*WHAT THE TASK ASKS*
What follows is a listing; restate every line of it word for word.

________________________________________

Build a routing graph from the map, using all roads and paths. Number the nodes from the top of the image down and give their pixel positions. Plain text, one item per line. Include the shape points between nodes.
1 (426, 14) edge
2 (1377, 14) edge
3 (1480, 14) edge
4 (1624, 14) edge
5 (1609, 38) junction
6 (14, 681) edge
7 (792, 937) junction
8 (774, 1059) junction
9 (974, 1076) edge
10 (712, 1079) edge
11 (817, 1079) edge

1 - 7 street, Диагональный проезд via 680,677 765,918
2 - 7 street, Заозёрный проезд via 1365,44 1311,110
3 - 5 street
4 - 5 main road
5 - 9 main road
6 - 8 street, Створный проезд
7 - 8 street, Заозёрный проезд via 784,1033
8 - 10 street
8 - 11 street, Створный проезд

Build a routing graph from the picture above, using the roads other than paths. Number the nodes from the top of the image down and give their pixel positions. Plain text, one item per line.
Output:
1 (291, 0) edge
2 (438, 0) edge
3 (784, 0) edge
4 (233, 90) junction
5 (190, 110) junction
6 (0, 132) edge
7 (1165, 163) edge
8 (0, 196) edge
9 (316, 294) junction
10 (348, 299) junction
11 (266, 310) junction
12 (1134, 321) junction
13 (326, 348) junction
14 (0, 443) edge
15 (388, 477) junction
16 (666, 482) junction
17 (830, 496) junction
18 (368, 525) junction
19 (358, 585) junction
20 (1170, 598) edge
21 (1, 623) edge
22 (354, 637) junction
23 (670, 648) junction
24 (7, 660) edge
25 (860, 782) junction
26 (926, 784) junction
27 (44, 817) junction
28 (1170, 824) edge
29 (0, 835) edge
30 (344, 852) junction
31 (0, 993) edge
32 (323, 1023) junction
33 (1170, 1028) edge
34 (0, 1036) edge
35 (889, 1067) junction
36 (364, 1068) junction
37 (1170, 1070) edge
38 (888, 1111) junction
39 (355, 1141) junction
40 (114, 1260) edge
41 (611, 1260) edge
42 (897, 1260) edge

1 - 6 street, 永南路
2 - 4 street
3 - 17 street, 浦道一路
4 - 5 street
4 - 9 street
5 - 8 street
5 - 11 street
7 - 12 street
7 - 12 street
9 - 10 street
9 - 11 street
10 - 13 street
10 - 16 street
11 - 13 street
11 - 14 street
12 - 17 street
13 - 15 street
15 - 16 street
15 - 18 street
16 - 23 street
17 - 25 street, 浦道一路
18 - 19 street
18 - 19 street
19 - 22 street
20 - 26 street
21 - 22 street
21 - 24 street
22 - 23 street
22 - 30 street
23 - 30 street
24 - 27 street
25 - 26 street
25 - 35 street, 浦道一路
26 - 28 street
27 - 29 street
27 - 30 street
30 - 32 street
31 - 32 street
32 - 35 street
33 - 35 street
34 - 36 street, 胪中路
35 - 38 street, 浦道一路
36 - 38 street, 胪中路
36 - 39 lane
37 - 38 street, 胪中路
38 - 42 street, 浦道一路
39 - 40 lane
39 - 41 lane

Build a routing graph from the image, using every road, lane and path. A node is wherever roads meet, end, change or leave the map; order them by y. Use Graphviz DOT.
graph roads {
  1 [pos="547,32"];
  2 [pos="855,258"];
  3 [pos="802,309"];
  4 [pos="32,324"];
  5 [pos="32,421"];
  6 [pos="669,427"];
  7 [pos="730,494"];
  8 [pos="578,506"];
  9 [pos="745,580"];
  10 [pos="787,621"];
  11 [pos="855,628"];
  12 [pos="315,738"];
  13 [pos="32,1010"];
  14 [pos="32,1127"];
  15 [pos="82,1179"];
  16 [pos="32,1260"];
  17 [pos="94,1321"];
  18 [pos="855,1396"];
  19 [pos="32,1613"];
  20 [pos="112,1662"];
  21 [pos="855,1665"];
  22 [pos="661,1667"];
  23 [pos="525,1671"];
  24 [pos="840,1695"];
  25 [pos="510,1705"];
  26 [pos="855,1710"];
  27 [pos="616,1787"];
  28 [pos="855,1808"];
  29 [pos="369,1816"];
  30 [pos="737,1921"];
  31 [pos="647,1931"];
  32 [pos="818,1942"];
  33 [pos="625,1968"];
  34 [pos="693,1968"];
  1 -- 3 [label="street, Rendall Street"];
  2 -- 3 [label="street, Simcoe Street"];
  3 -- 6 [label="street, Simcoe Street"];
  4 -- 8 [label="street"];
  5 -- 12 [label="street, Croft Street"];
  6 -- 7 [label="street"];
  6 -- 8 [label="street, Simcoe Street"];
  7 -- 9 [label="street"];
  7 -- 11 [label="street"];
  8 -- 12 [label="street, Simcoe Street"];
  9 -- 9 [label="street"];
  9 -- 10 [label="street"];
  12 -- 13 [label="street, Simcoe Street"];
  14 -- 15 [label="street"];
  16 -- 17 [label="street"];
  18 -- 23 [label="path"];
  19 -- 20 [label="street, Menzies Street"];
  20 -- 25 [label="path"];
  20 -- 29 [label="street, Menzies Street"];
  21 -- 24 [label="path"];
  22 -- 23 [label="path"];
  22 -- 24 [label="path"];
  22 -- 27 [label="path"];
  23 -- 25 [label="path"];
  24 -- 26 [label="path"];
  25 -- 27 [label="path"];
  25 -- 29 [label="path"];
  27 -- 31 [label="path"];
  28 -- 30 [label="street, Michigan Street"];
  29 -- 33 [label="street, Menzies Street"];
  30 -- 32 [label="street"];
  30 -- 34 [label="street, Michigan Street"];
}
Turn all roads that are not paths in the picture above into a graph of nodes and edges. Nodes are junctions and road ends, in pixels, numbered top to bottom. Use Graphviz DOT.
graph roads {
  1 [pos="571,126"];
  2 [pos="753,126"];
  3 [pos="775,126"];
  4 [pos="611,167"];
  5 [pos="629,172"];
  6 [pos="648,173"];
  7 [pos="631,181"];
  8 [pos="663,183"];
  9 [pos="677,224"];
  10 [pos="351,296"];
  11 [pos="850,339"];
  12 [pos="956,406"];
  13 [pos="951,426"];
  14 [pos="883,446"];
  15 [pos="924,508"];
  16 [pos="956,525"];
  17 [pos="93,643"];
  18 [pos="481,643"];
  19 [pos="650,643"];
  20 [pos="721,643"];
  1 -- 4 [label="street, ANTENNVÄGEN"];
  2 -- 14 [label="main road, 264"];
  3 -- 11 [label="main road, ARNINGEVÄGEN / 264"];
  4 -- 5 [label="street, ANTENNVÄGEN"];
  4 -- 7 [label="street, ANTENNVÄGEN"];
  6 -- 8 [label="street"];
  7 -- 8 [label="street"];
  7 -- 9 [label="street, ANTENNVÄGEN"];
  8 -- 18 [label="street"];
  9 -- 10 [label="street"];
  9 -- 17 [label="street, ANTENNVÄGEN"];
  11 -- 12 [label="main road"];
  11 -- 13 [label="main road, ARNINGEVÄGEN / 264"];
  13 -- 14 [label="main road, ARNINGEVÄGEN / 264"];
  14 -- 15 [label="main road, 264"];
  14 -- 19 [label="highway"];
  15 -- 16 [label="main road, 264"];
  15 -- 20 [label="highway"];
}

________________________________________

*SOLUTION TO THE PROBLEM*
Build a routing graph from the map, using all roads and paths. Number the nodes from the top of the image down and give their pixel positions. Plain text, one item per line. Include the shape points between nodes.
1 (426, 14) edge
2 (1377, 14) edge
3 (1480, 14) edge
4 (1624, 14) edge
5 (1609, 38) junction
6 (14, 681) edge
7 (792, 937) junction
8 (774, 1059) junction
9 (974, 1076) edge
10 (712, 1079) edge
11 (817, 1079) edge

1 - 7 street, Диагональный проезд via 680,677 765,918
2 - 7 street, Заозёрный проезд via 1365,44 1311,110
3 - 5 street
4 - 5 main road
5 - 9 main road
6 - 8 street, Створный проезд
7 - 8 street, Заозёрный проезд via 784,1033
8 - 10 street
8 - 11 street, Створный проезд

Build a routing graph from the picture above, using the roads other than paths. Number the nodes from the top of the image down and give their pixel positions. Plain text, one item per line.
Output:
1 (291, 0) edge
2 (438, 0) edge
3 (784, 0) edge
4 (233, 90) junction
5 (190, 110) junction
6 (0, 132) edge
7 (1165, 163) edge
8 (0, 196) edge
9 (316, 294) junction
10 (348, 299) junction
11 (266, 310) junction
12 (1134, 321) junction
13 (326, 348) junction
14 (0, 443) edge
15 (388, 477) junction
16 (666, 482) junction
17 (830, 496) junction
18 (368, 525) junction
19 (358, 585) junction
20 (1170, 598) edge
21 (1, 623) edge
22 (354, 637) junction
23 (670, 648) junction
24 (7, 660) edge
25 (860, 782) junction
26 (926, 784) junction
27 (44, 817) junction
28 (1170, 824) edge
29 (0, 835) edge
30 (344, 852) junction
31 (0, 993) edge
32 (323, 1023) junction
33 (1170, 1028) edge
34 (0, 1036) edge
35 (889, 1067) junction
36 (364, 1068) junction
37 (1170, 1070) edge
38 (888, 1111) junction
39 (355, 1141) junction
40 (114, 1260) edge
41 (611, 1260) edge
42 (897, 1260) edge

1 - 6 street, 永南路
2 - 4 street
3 - 17 street, 浦道一路
4 - 5 street
4 - 9 street
5 - 8 street
5 - 11 street
7 - 12 street
7 - 12 street
9 - 10 street
9 - 11 street
10 - 13 street
10 - 16 street
11 - 13 street
11 - 14 street
12 - 17 street
13 - 15 street
15 - 16 street
15 - 18 street
16 - 23 street
17 - 25 street, 浦道一路
18 - 19 street
18 - 19 street
19 - 22 street
20 - 26 street
21 - 22 street
21 - 24 street
22 - 23 street
22 - 30 street
23 - 30 street
24 - 27 street
25 - 26 street
25 - 35 street, 浦道一路
26 - 28 street
27 - 29 street
27 - 30 street
30 - 32 street
31 - 32 street
32 - 35 street
33 - 35 street
34 - 36 street, 胪中路
35 - 38 street, 浦道一路
36 - 38 street, 胪中路
36 - 39 lane
37 - 38 street, 胪中路
38 - 42 street, 浦道一路
39 - 40 lane
39 - 41 lane

Build a routing graph from the image, using every road, lane and path. A node is wherever roads meet, end, change or leave the map; order them by y. Use Graphviz DOT.
graph roads {
  1 [pos="547,32"];
  2 [pos="855,258"];
  3 [pos="802,309"];
  4 [pos="32,324"];
  5 [pos="32,421"];
  6 [pos="669,427"];
  7 [pos="730,494"];
  8 [pos="578,506"];
  9 [pos="745,580"];
  10 [pos="787,621"];
  11 [pos="855,628"];
  12 [pos="315,738"];
  13 [pos="32,1010"];
  14 [pos="32,1127"];
  15 [pos="82,1179"];
  16 [pos="32,1260"];
  17 [pos="94,1321"];
  18 [pos="855,1396"];
  19 [pos="32,1613"];
  20 [pos="112,1662"];
  21 [pos="855,1665"];
  22 [pos="661,1667"];
  23 [pos="525,1671"];
  24 [pos="840,1695"];
  25 [pos="510,1705"];
  26 [pos="855,1710"];
  27 [pos="616,1787"];
  28 [pos="855,1808"];
  29 [pos="369,1816"];
  30 [pos="737,1921"];
  31 [pos="647,1931"];
  32 [pos="818,1942"];
  33 [pos="625,1968"];
  34 [pos="693,1968"];
  1 -- 3 [label="street, Rendall Street"];
  2 -- 3 [label="street, Simcoe Street"];
  3 -- 6 [label="street, Simcoe Street"];
  4 -- 8 [label="street"];
  5 -- 12 [label="street, Croft Street"];
  6 -- 7 [label="street"];
  6 -- 8 [label="street, Simcoe Street"];
  7 -- 9 [label="street"];
  7 -- 11 [label="street"];
  8 -- 12 [label="street, Simcoe Street"];
  9 -- 9 [label="street"];
  9 -- 10 [label="street"];
  12 -- 13 [label="street, Simcoe Street"];
  14 -- 15 [label="street"];
  16 -- 17 [label="street"];
  18 -- 23 [label="path"];
  19 -- 20 [label="street, Menzies Street"];
  20 -- 25 [label="path"];
  20 -- 29 [label="street, Menzies Street"];
  21 -- 24 [label="path"];
  22 -- 23 [label="path"];
  22 -- 24 [label="path"];
  22 -- 27 [label="path"];
  23 -- 25 [label="path"];
  24 -- 26 [label="path"];
  25 -- 27 [label="path"];
  25 -- 29 [label="path"];
  27 -- 31 [label="path"];
  28 -- 30 [label="street, Michigan Street"];
  29 -- 33 [label="street, Menzies Street"];
  30 -- 32 [label="street"];
  30 -- 34 [label="street, Michigan Street"];
}
Turn all roads that are not paths in the picture above into a graph of nodes and edges. Nodes are junctions and road ends, in pixels, numbered top to bottom. Use Graphviz DOT.
graph roads {
  1 [pos="571,126"];
  2 [pos="753,126"];
  3 [pos="775,126"];
  4 [pos="611,167"];
  5 [pos="629,172"];
  6 [pos="648,173"];
  7 [pos="631,181"];
  8 [pos="663,183"];
  9 [pos="677,224"];
  10 [pos="351,296"];
  11 [pos="850,339"];
  12 [pos="956,406"];
  13 [pos="951,426"];
  14 [pos="883,446"];
  15 [pos="924,508"];
  16 [pos="956,525"];
  17 [pos="93,643"];
  18 [pos="481,643"];
  19 [pos="650,643"];
  20 [pos="721,643"];
  1 -- 4 [label="street, ANTENNVÄGEN"];
  2 -- 14 [label="main road, 264"];
  3 -- 11 [label="main road, ARNINGEVÄGEN / 264"];
  4 -- 5 [label="street, ANTENNVÄGEN"];
  4 -- 7 [label="street, ANTENNVÄGEN"];
  6 -- 8 [label="street"];
  7 -- 8 [label="street"];
  7 -- 9 [label="street, ANTENNVÄGEN"];
  8 -- 18 [label="street"];
  9 -- 10 [label="street"];
  9 -- 17 [label="street, ANTENNVÄGEN"];
  11 -- 12 [label="main road"];
  11 -- 13 [label="main road, ARNINGEVÄGEN / 264"];
  13 -- 14 [label="main road, ARNINGEVÄGEN / 264"];
  14 -- 15 [label="main road, 264"];
  14 -- 19 [label="highway"];
  15 -- 16 [label="main road, 264"];
  15 -- 20 [label="highway"];
}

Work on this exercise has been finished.